Terceiros de boa-fé endossatários não podem ser prejudicados em negócio jurídico de compra e venda desfeito. Com esse entendimento, a Quarta Turma do Superior Tribunal de Justiça (STJ) condenou a Acero Industrial Ltda.

Terceiros de boa-fé endossatários não podem ser prejudicados em negócio jurídico de compra e venda desfeito. Com esse entendimento, a Quarta Turma do Superior Tribunal de Justiça (STJ) condenou a Acero Industrial Ltda. a pagar duplicatas devidas à empresa Indicador Fomento Mercantil e Participações Ltda. (endossatária).
De acordo com os autos, a Acero Industrial ajuizou ação de anulação de duplicatas aceitas contra a empresa Princon Indústria e Comércio Ltda. Segundo afirma, ela comprou impressoras da Princon e emitiu duplicatas quando da realização da venda, mas o negócio foi cancelado devido à impossibilidade de manutenção dos equipamentos, após a entrega de apenas seis das 50 impressoras encomendadas. Com o negócio desfeito, a Acero pediu a anulação das duplicatas, mas elas haviam sido negociadas pela Princon com a empresa Indicator Fomento Mercantil e Participações, endossatária dos primeiros títulos emitidos.

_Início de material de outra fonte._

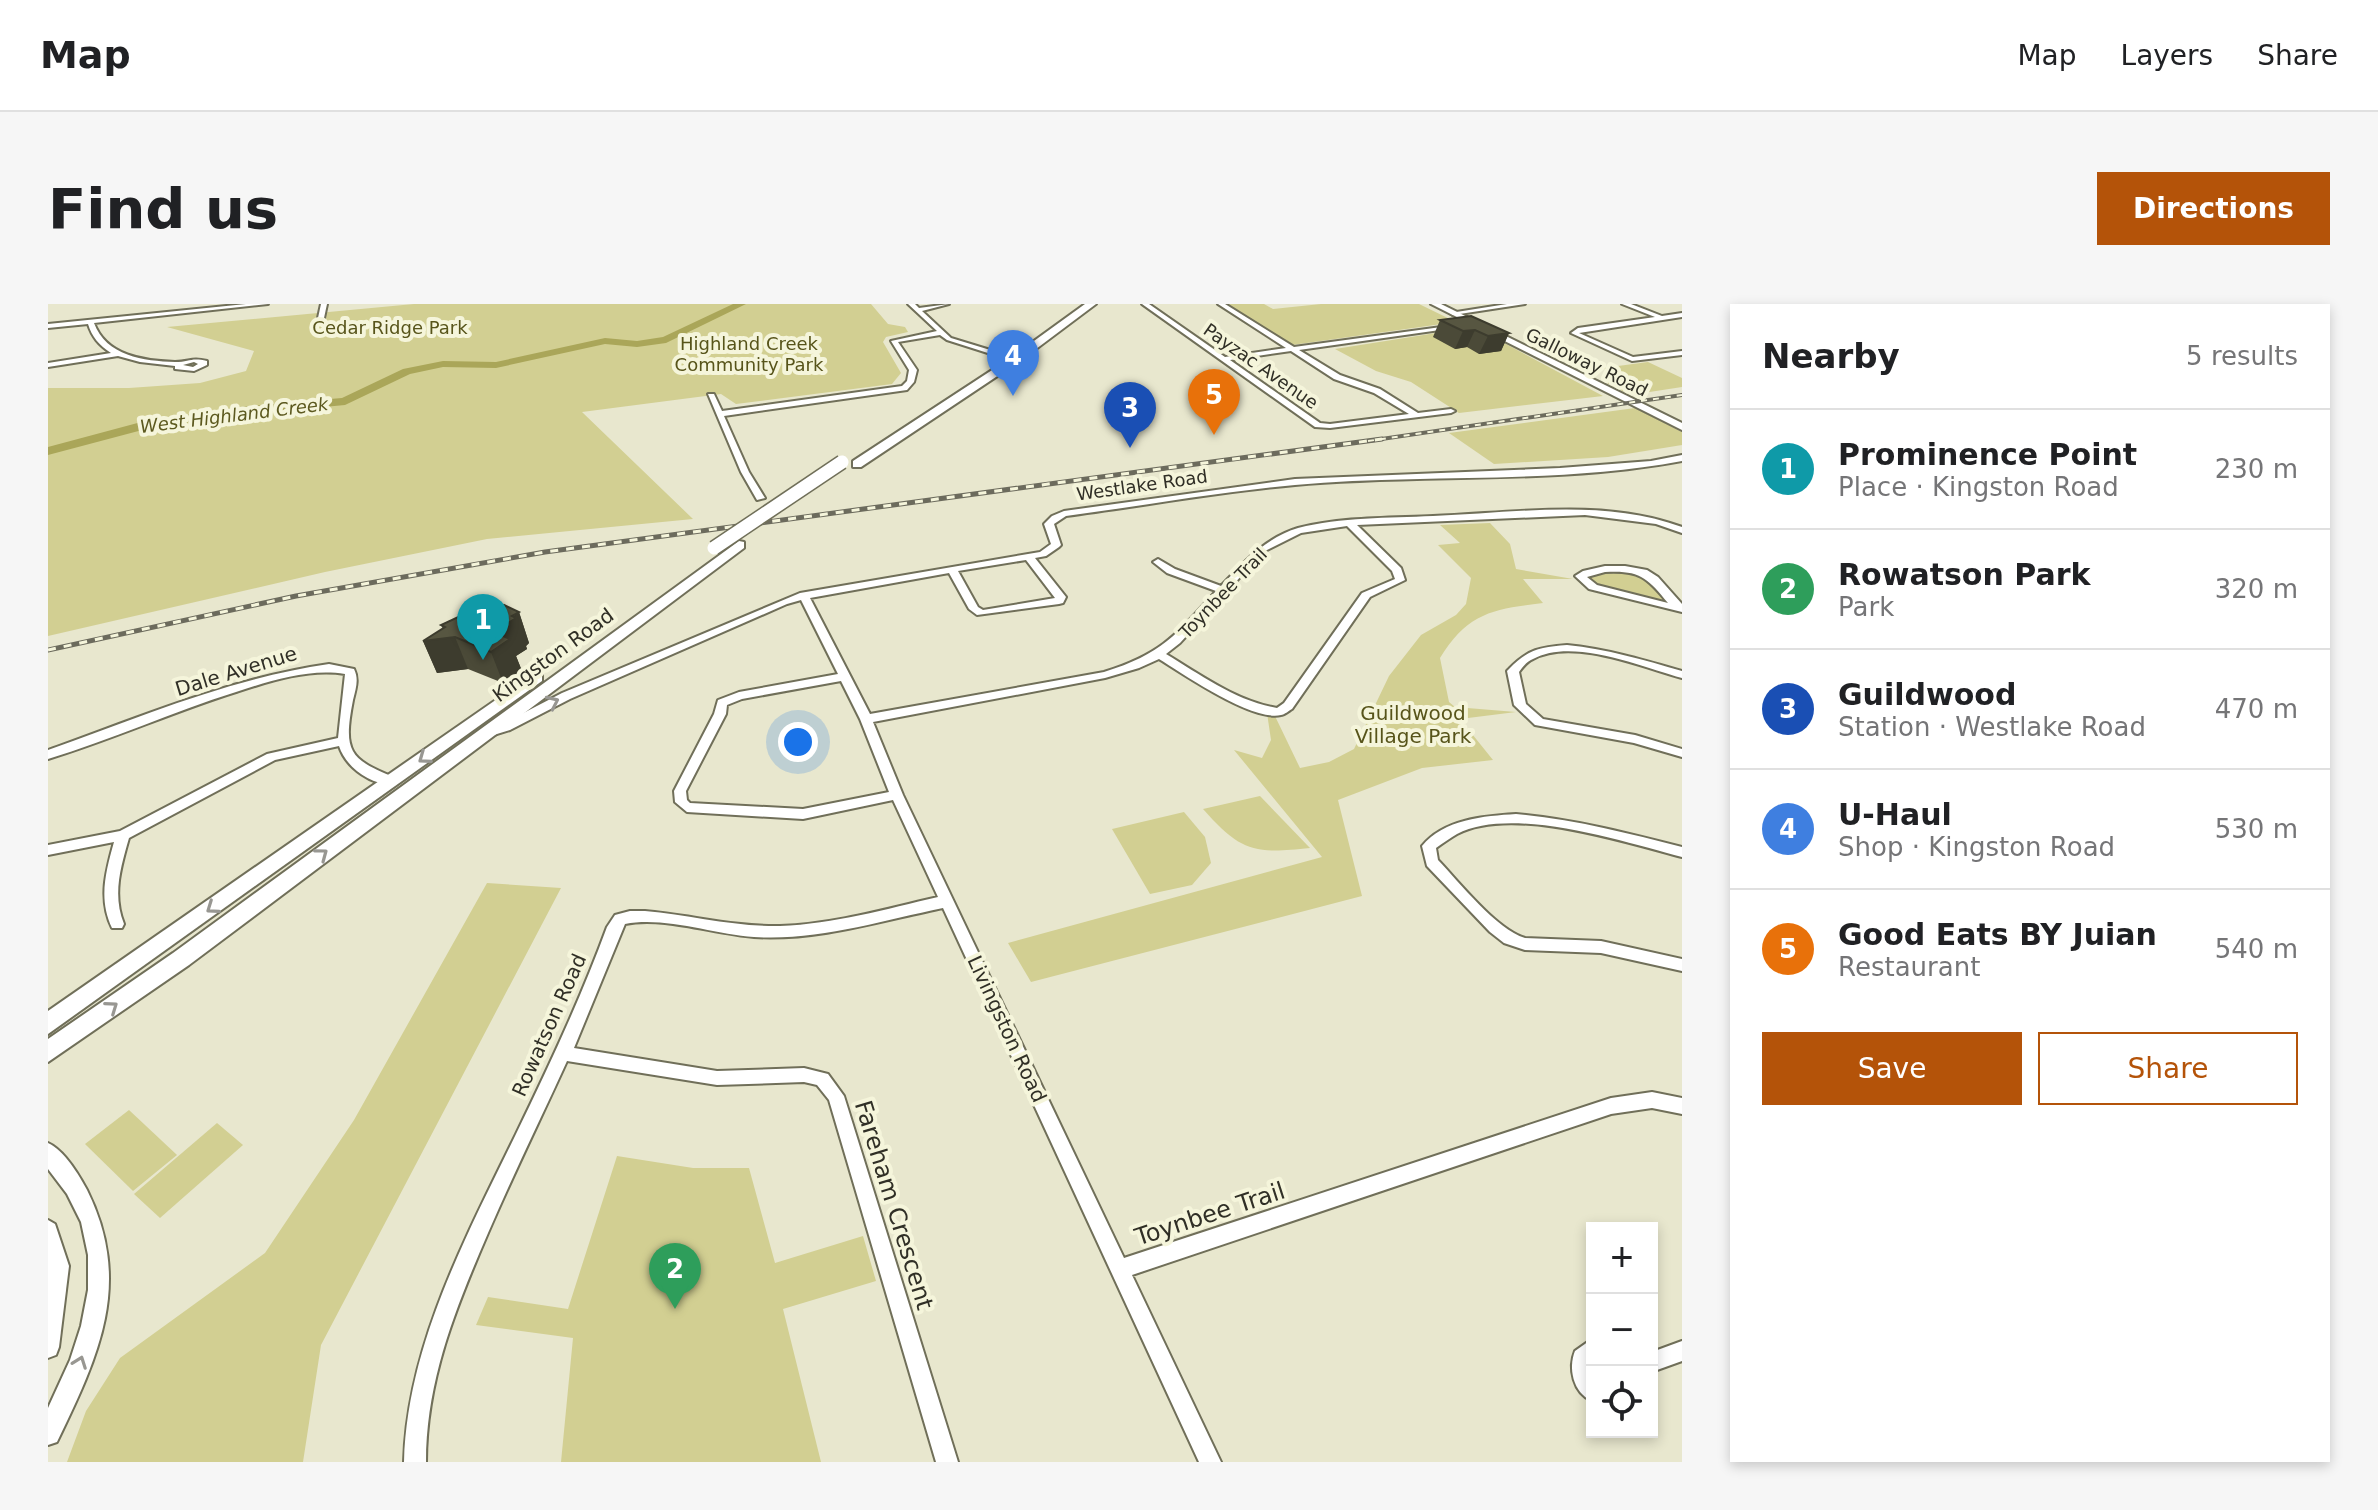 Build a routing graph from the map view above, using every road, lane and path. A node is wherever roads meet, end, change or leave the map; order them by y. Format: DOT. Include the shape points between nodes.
graph roads {
  1 [pos="265,304"];
  2 [pos="324,304"];
  3 [pos="946,304"];
  4 [pos="1073,304"];
  5 [pos="1091,304"];
  6 [pos="1145,304"];
  7 [pos="1221,304"];
  8 [pos="1435,304"];
  9 [pos="1522,304"];
  10 [pos="1625,304"];
  11 [pos="914,307"];
  12 [pos="1453,313"];
  13 [pos="1682,315"];
  14 [pos="321,318"];
  15 [pos="1663,318"];
  16 [pos="90,321"];
  17 [pos="1474,324"];
  18 [pos="48,326"];
  19 [pos="939,333"];
  20 [pos="1292,349"];
  21 [pos="1682,353"];
  22 [pos="118,354"];
  23 [pos="1003,356"];
  24 [pos="1016,359"];
  25 [pos="1223,359"];
  26 [pos="180,364"];
  27 [pos="48,365"];
  28 [pos="711,396"];
  29 [pos="1451,411"];
  30 [pos="721,414"];
  31 [pos="1416,415"];
  32 [pos="1682,427"];
  33 [pos="1682,458"];
  34 [pos="760,498"];
  35 [pos="1349,523"];
  36 [pos="1682,530"];
  37 [pos="1029,557"];
  38 [pos="1158,562"];
  39 [pos="952,570"];
  40 [pos="1222,590"];
  41 [pos="804,595"];
  42 [pos="1682,609"];
  43 [pos="1159,654"];
  44 [pos="1682,675"];
  45 [pos="843,677"];
  46 [pos="866,719"];
  47 [pos="483,734"];
  48 [pos="343,741"];
  49 [pos="1682,753"];
  50 [pos="48,755"];
  51 [pos="392,781"];
  52 [pos="897,795"];
  53 [pos="123,835"];
  54 [pos="48,850"];
  55 [pos="1682,852"];
  56 [pos="947,901"];
  57 [pos="117,924"];
  58 [pos="1682,965"];
  59 [pos="48,1024"];
  60 [pos="48,1052"];
  61 [pos="563,1053"];
  62 [pos="1682,1106"];
  63 [pos="48,1153"];
  64 [pos="48,1231"];
  65 [pos="1121,1269"];
  66 [pos="48,1347"];
  67 [pos="1682,1351"];
  68 [pos="1586,1353"];
  69 [pos="1658,1362"];
  70 [pos="1586,1381"];
  71 [pos="48,1433"];
  72 [pos="415,1462"];
  73 [pos="947,1462"];
  74 [pos="1210,1462"];
  1 -- 16 [label="street"];
  2 -- 14 [label="street"];
  3 -- 11 [label="street"];
  4 -- 23 [label="main road, Kingston Road"];
  5 -- 24 [label="main road, Kingston Road"];
  6 -- 25 [label="street, Payzac Avenue"];
  7 -- 20 [label="street"];
  8 -- 12 [label="street, Galloway Road"];
  9 -- 12 [label="street"];
  10 -- 15 [label="street"];
  11 -- 19 [label="street"];
  12 -- 17 [label="street, Galloway Road"];
  13 -- 15 [label="street"];
  15 -- 21 [label="street" via="1574,333 1632,359"];
  16 -- 18 [label="street"];
  16 -- 22 [label="street" via="97,336"];
  17 -- 20 [label="street"];
  17 -- 32 [label="street, Galloway Road"];
  19 -- 23 [label="street"];
  19 -- 30 [label="street" via="894,341 915,373 904,388"];
  20 -- 25 [label="street"];
  20 -- 31 [label="street"];
  22 -- 26 [label="street"];
  22 -- 27 [label="street"];
  23 -- 24 [label="street"];
  23 -- 51 [label="main road, Kingston Road, one-way, bridge" via="714,548"];
  24 -- 47 [label="main road, Kingston Road" via="739,545"];
  25 -- 31 [label="street, Payzac Avenue" via="1318,425"];
  28 -- 30 [label="street"];
  29 -- 31 [label="street, Payzac Avenue"];
  30 -- 34 [label="street"];
  33 -- 37 [label="street, Westlake Road" via="1560,471 1295,482 1064,514 1049,524 1056,545"];
  35 -- 36 [label="street, Toynbee Trail" via="1585,512 1647,519"];
  35 -- 40 [label="street, Toynbee Trail" via="1278,539"];
  35 -- 43 [label="street" via="1397,570 1400,580 1366,595 1288,706 1266,711"];
  37 -- 39 [label="street"];
  37 -- 39 [label="street" via="1059,601 981,613"];
  38 -- 40 [label="street"];
  39 -- 41 [label="street"];
  40 -- 43 [label="street, Toynbee Trail"];
  41 -- 45 [label="street, Livingston Road"];
  47 -- 41 [label="street, one-way"];
  42 -- 42 [label="street" via="1638,571 1580,576 1593,587"];
  43 -- 46 [label="street, Toynbee Trail" via="1105,675"];
  44 -- 49 [label="street" via="1585,649 1535,652 1520,658 1513,671 1520,705 1539,722"];
  45 -- 46 [label="street, Livingston Road"];
  45 -- 52 [label="street" via="722,703 680,791 681,802 687,807 803,814"];
  46 -- 52 [label="street, Livingston Road"];
  60 -- 47 [label="main road, Kingston Road, one-way"];
  48 -- 50 [label="street, Dale Avenue" via="352,678 342,666 324,666 256,682"];
  48 -- 51 [label="street" via="347,756"];
  48 -- 53 [label="street" via="271,757"];
  51 -- 59 [label="main road, Kingston Road, one-way"];
  52 -- 56 [label="street, Livingston Road"];
  53 -- 54 [label="street"];
  53 -- 57 [label="street" via="111,895"];
  55 -- 58 [label="street" via="1535,818 1474,822 1441,835 1429,846 1432,862 1514,941 1601,947"];
  56 -- 61 [label="street, Rowatson Road" via="793,932 626,916 614,927"];
  56 -- 65 [label="street, Livingston Road"];
  61 -- 72 [label="street, Rowatson Road" via="432,1346 416,1419"];
  61 -- 73 [label="street, Fareham Crescent" via="717,1078 804,1075 830,1087"];
  62 -- 65 [label="street, Toynbee Trail" via="1652,1100 1611,1106"];
  71 -- 63 [label="street, one-way" via="90,1336 99,1271 98,1240 87,1205"];
  64 -- 66 [label="street" via="58,1266"];
  65 -- 74 [label="street, Livingston Road"];
  67 -- 69 [label="street"];
  68 -- 70 [label="street" via="1580,1363"];
}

O juiz incluiu para responder à ação a empresa endossatária dos títulos que, por sua vez, pediu reconvenção (no mesmo processo, o réu, juntamente com sua defesa, entra com ação contra a autora). A Indicator alega que adquiriu as duplicatas de boa-fé, tendo em vista que a Acero lançou o aceite nos títulos e que constava toda a documentação acerca do negócio celebrado entre as outras duas empresas. Pediu a condenação da Acero ao pagamento de R$ 18.450 relativos às duplicatas. Como não obteve êxito nas instâncias ordinárias, recorreu ao STJ.
O relator do recurso especial, ministro Luis Felipe Salomão, entendeu não estar diante de duplicatas sem causa, pois houve compra e venda mercantil, mas de duplicatas representativas de negócio jurídico posteriormente desfeito. “Ademais, os títulos circularam, houve aceite do sacado e não há qualquer demonstração de má-fé por parte do endossatário”, definiu o ministro Luis Felipe Salomão.
O relator ressaltou que a ausência de entrega da mercadoria não vicia a duplicata no que diz respeito a sua existência regular. Uma vez aceita, o sacado (aceitante) vincula-se ao título como devedor principal e a ausência de entrega da mercadoria somente pode ser oponível ao sacador, como exceção pessoal, mas não a endossatários de boa-fé.
Em seu voto, o ministro Luis Felipe Salomão ressalva o direito de regresso da Acero em face da Princon, diante do desfazimento do negócio jurídico.